Your kind letter of November 22 was forwarded to me at my new address, and I deeply appreciate your taking the time to write me about my speech on Title VII.

Because I have tremendous respect and admiration for the women who have fought for the Equal Rights for Women Amendment and have been aware of your views, I shall try to explain to you my position. As you know, I come out of the Negro struggle to implement the Fourteenth Amendment, and over the past twenty-five years have watched the interpretation of that amendment gradually expand to reach other minorities. I am also aware that women's organizations are hopelessly divided upon the Equal Rights Amendment. I therefore believe that the quickest way to obtain the results the Equal Hights Amendment is intended to produce is to urge the courts to make clear that discrimination against women by the state or federal governments violates the Fifth and Fourteenth Amendments.

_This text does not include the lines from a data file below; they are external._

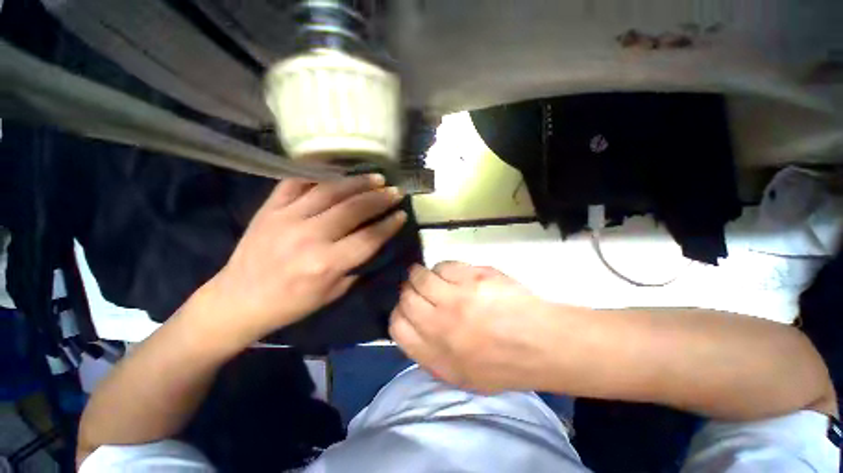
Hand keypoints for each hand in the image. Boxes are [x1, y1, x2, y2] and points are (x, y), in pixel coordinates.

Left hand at [200, 175, 406, 344]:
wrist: (237, 299)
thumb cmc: (290, 303)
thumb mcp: (332, 294)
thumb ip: (354, 265)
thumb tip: (373, 241)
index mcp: (326, 264)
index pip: (369, 238)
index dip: (389, 224)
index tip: (402, 214)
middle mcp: (309, 237)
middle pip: (354, 209)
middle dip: (380, 198)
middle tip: (395, 191)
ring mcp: (287, 218)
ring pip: (330, 191)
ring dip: (357, 182)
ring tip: (376, 177)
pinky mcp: (269, 208)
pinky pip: (296, 182)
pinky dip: (318, 173)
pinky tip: (336, 169)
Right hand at [389, 262, 565, 392]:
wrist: (540, 344)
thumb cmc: (503, 364)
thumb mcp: (460, 376)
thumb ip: (430, 354)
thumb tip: (414, 327)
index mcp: (435, 354)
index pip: (397, 326)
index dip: (399, 313)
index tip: (407, 307)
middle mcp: (439, 325)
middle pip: (406, 297)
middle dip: (409, 290)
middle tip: (418, 287)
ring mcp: (455, 299)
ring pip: (420, 276)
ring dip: (421, 274)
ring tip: (432, 276)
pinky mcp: (471, 279)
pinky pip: (444, 265)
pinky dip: (444, 268)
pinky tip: (454, 274)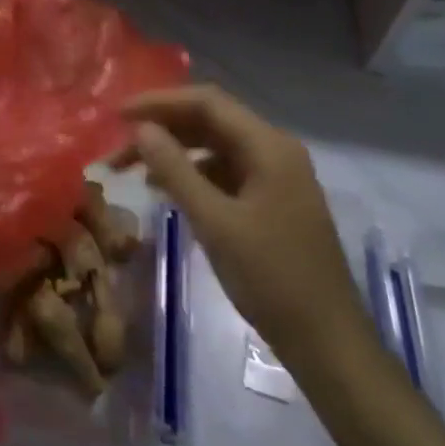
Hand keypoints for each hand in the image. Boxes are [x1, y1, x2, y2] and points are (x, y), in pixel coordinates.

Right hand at [117, 86, 369, 363]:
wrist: (328, 343)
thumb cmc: (271, 278)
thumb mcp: (215, 222)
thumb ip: (175, 170)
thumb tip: (141, 128)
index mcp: (269, 146)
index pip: (206, 102)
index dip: (158, 102)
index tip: (116, 115)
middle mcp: (274, 150)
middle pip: (209, 121)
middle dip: (161, 129)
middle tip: (116, 147)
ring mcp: (275, 176)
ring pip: (214, 147)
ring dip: (172, 152)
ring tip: (129, 169)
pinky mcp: (271, 201)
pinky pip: (224, 172)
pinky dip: (191, 174)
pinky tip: (164, 190)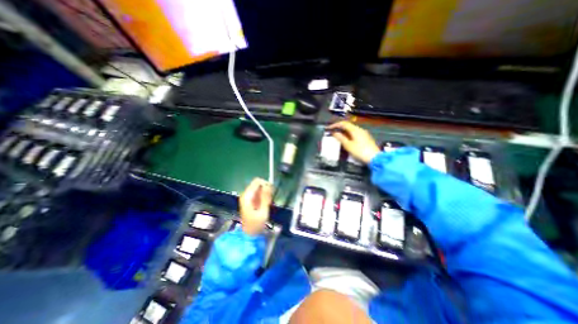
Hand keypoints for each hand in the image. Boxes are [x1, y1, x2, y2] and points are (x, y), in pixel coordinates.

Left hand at [241, 177, 273, 234]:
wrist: (249, 234)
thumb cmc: (256, 224)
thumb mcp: (263, 211)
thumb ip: (265, 197)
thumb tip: (268, 185)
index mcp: (247, 196)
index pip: (257, 181)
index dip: (266, 184)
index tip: (271, 192)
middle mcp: (246, 194)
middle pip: (258, 184)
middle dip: (266, 189)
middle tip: (270, 200)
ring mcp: (248, 197)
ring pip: (259, 188)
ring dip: (266, 193)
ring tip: (267, 204)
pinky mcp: (250, 200)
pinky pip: (258, 193)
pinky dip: (264, 196)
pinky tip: (265, 204)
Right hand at [327, 120, 382, 163]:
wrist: (375, 158)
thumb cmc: (360, 151)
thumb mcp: (348, 145)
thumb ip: (341, 138)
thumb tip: (334, 133)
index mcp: (355, 130)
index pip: (344, 123)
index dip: (335, 125)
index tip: (329, 128)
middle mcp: (360, 129)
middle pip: (348, 126)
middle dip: (339, 128)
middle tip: (332, 132)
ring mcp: (364, 133)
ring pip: (352, 130)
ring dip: (344, 131)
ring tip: (338, 136)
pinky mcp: (366, 138)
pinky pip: (355, 133)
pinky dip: (349, 134)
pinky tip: (346, 139)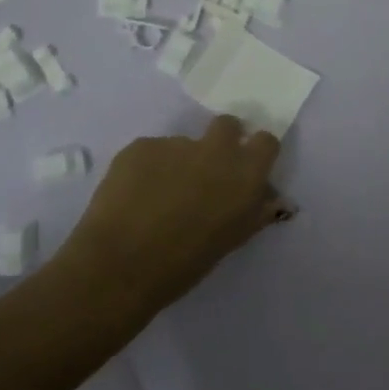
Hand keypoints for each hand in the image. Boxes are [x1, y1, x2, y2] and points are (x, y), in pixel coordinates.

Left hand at [57, 114, 289, 321]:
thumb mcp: (231, 240)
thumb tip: (268, 198)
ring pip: (183, 144)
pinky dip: (148, 169)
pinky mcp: (141, 146)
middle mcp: (215, 150)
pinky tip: (133, 197)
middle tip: (206, 172)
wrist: (120, 264)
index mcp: (245, 174)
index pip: (266, 141)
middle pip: (227, 125)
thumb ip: (254, 212)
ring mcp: (175, 144)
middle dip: (222, 141)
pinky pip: (151, 152)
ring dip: (178, 163)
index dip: (256, 152)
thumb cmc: (185, 263)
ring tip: (157, 197)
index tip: (246, 169)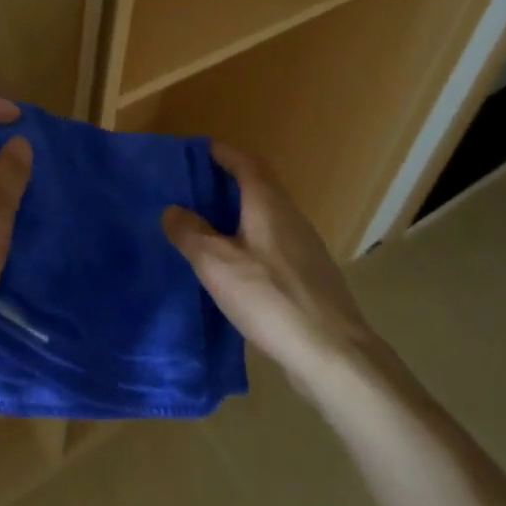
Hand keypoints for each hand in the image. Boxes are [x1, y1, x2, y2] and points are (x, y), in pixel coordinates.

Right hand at [163, 143, 378, 382]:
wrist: (332, 353)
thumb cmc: (270, 297)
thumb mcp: (216, 263)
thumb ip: (190, 232)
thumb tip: (172, 210)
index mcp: (268, 203)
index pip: (245, 162)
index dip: (222, 153)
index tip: (198, 152)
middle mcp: (290, 216)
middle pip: (258, 186)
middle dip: (227, 183)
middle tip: (193, 190)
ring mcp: (304, 247)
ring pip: (266, 217)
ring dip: (238, 214)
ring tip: (206, 227)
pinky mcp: (309, 276)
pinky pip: (273, 243)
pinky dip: (250, 241)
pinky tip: (234, 267)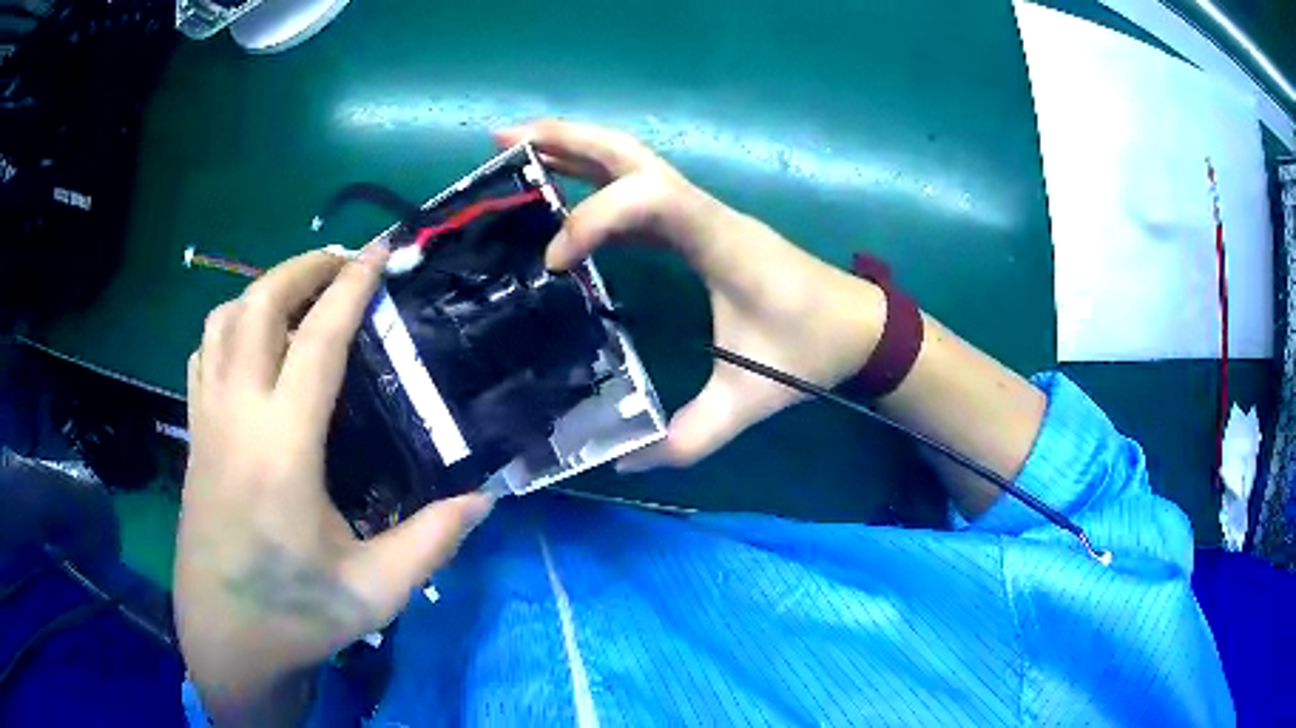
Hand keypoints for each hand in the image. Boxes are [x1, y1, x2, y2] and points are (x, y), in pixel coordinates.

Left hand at [176, 245, 493, 719]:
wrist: (224, 637)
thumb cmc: (295, 616)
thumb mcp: (375, 593)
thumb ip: (432, 542)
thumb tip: (483, 498)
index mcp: (282, 448)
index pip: (316, 341)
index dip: (351, 288)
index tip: (379, 251)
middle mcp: (237, 417)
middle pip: (258, 307)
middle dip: (301, 268)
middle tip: (343, 263)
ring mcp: (207, 422)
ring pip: (222, 321)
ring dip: (262, 290)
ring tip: (300, 292)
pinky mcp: (193, 435)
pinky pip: (204, 353)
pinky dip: (230, 325)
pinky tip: (254, 342)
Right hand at [495, 120, 885, 470]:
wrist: (857, 325)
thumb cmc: (812, 349)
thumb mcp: (753, 399)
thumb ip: (692, 436)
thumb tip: (628, 462)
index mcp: (719, 239)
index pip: (648, 198)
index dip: (593, 219)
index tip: (555, 265)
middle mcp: (704, 211)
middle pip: (628, 153)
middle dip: (564, 138)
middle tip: (502, 140)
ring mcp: (699, 214)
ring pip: (630, 162)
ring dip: (572, 150)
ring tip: (516, 151)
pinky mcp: (696, 227)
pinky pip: (636, 193)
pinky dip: (592, 185)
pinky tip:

You may have read of a case now pending in a three judge Federal Court in Montgomery, Alabama, in which the constitutionality of the statute excluding women from jury service has been attacked by Mr. Charles Morgan, attorney for the plaintiffs and for the American Civil Liberties Union. Judge Dorothy Kenyon and I have just written that part of the brief which attacks the statute as a violation of the Fourteenth Amendment. The other part of the complaint attacks the systematic exclusion of Negroes from the jury of Lowdnes County, Alabama. It seems inconceivable today that a court would make a distinction between the two kinds of exclusion — race and sex — as it did in the Strauder case and as the Massachusetts court did in the Welosky case. The Supreme Court has never decided the issue — merely ducked. This time we hope to get the Supreme Court to review the question if we lose in the lower court.

I think there are enough women aroused about legal rights to bring cases through the courts; I do not believe enough of them are aroused to secure the passage of an Equal Rights Amendment. And so we differ not so much in our objectives as in our strategy. It is just possible that through court interpretation the Equal Rights Amendment will be written into the Constitution. One clear-cut decision would open the way. The jury mandatory exclusion statute just may be the opening we have been looking for.

You will be interested to read a law review article by Mary Eastwood and myself entitled "Jane Crow and the Law: Title VII and Sex Discrimination," which will be published in the December issue (1965) of George Washington Law Review. Publication date will be around December 22nd. There we attach the validity of the doctrine of "classification by sex" and equate it with the "separate but equal" racial doctrine. We also quote from Blanche Crosier's article published in the Boston Law Review in 1935. Is she still alive? I admire greatly the incisive thinking which went into her article, and am sure that the effort was not wasted; only delayed.